FAQS

Cost/Performance/Quality

Q: How are you able to run at such a low cost? We’ve engineered highly efficient models and optimized our infrastructure, which allows us to deliver state-of-the-art transcription at a fraction of the cost.

Q: How do you calculate Word Error Rate (WER)?Word Error Rate (WER) is the standard way to measure how accurate a Speech-to-Text system is. It compares the model’s transcript to a correct “reference” transcript and counts how many mistakes it makes.
WER looks at three types of errors:

  • Substitutions: wrong word instead of the correct one
  • Deletions: a word is missing
  • Insertions: extra word that should not be there

The formula is: WER = (Substitutions + Deletions + Insertions) ÷ Total words in the reference A lower WER means higher accuracy. For example, a WER of 6% means 94% of the words were transcribed correctly.

Q: How accurate are you compared to competitors? We use public, transparent benchmarks to calculate WER: Huggingface Audio ASR Leaderboard, and consistently outperform other providers on noisy environments, multiple speakers, background chatter, and diverse accents.

Q: How do you handle filler words like “um” and “uh”? Our models naturally filter many of these out. If additional filtering is requested, including adding them back in, we can apply optional post-processing.
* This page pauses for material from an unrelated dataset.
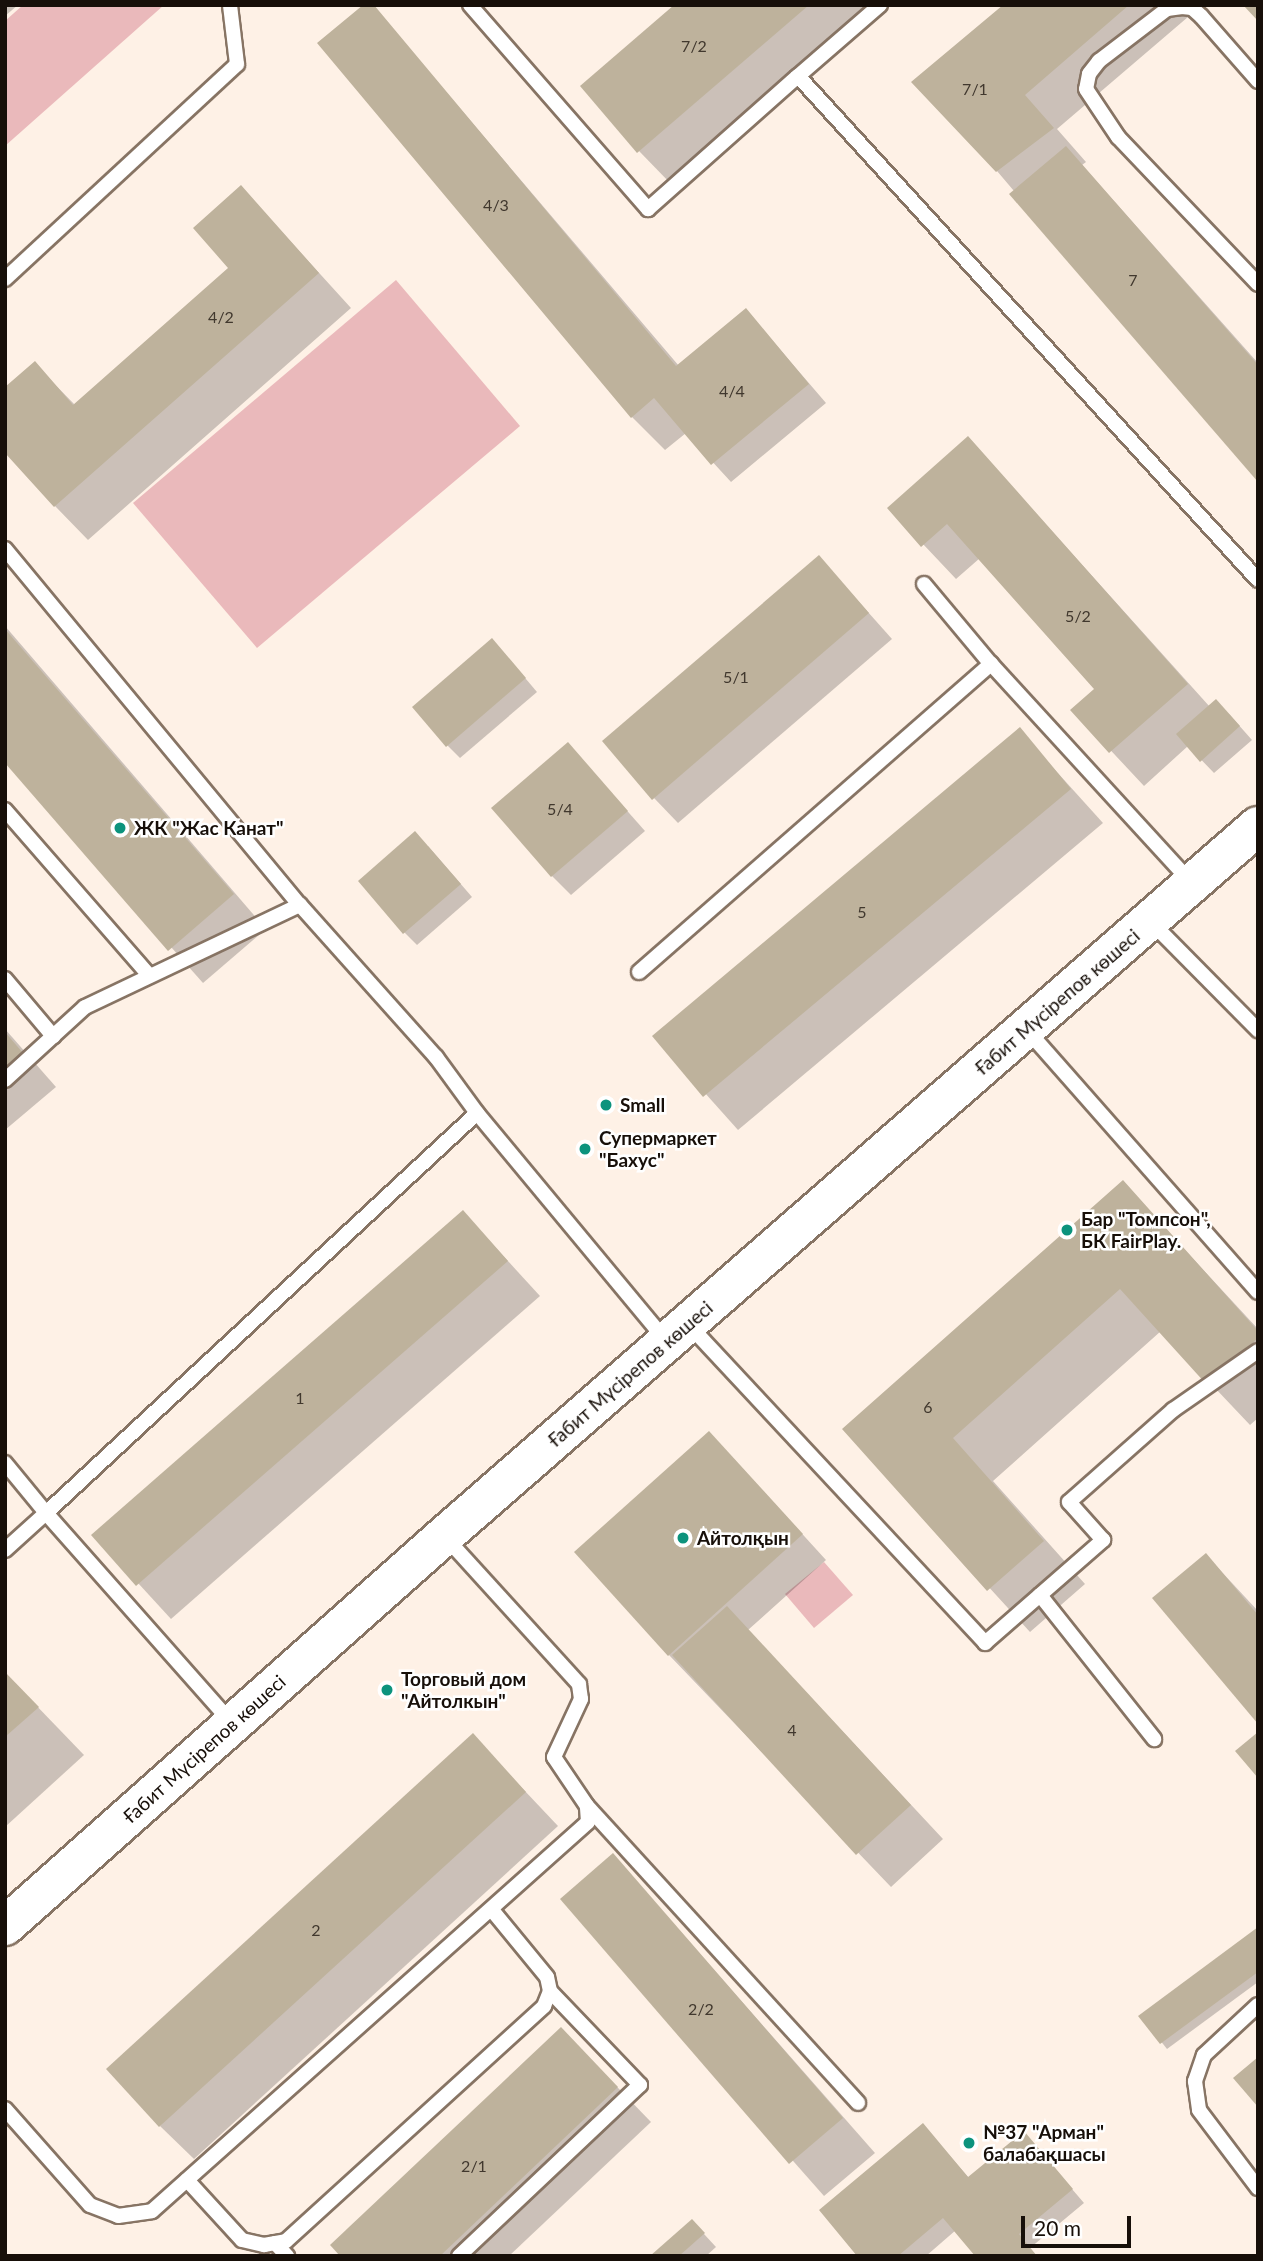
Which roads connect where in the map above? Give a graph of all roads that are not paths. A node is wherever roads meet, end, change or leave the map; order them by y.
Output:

Q: Can your system handle noisy audio or overlapping speakers?Yes, our models are specifically trained on noisy, real-world audio environments and overlapping dialogue.

Features/Product

Q: Do you support both pre-recorded audio and real-time streaming?Our API currently supports pre-recorded file transcription and live streaming transcription is coming shortly.

Q: What languages do you support?We currently support English. Expansion into additional languages is on the roadmap.

Q: Do you provide speaker diarization (who said what)?Not yet, but it’s an option.

Q: Do you offer custom vocabularies or domain-specific tuning?Yes, we provide the ability to bias the model toward specific words, phrases, or jargon. Reach out to our enterprise sales team for more info.

Pricing

Q: Is there a free tier or trial?We provide 100 free hours so developers can test the system before committing.

Q: Do you offer enterprise discounts or volume-based pricing?Yes, we provide tiered pricing models for higher usage.

Q: Will pricing change between pre-recorded and streaming?Our base pricing is consistent across both, though streaming may include additional compute overhead depending on volume.

Compliance & Security

Q: Are you SOC2 and HIPAA compliant?We are in the process of completing SOC 2 (~Nov 1st) and HIPAA (~Jan 1st) compliance requirements for data handling and security.

Q: How is data handled and stored?Audio and transcripts are processed securely. By default, we do not retain customer audio unless explicitly opted in for model improvement.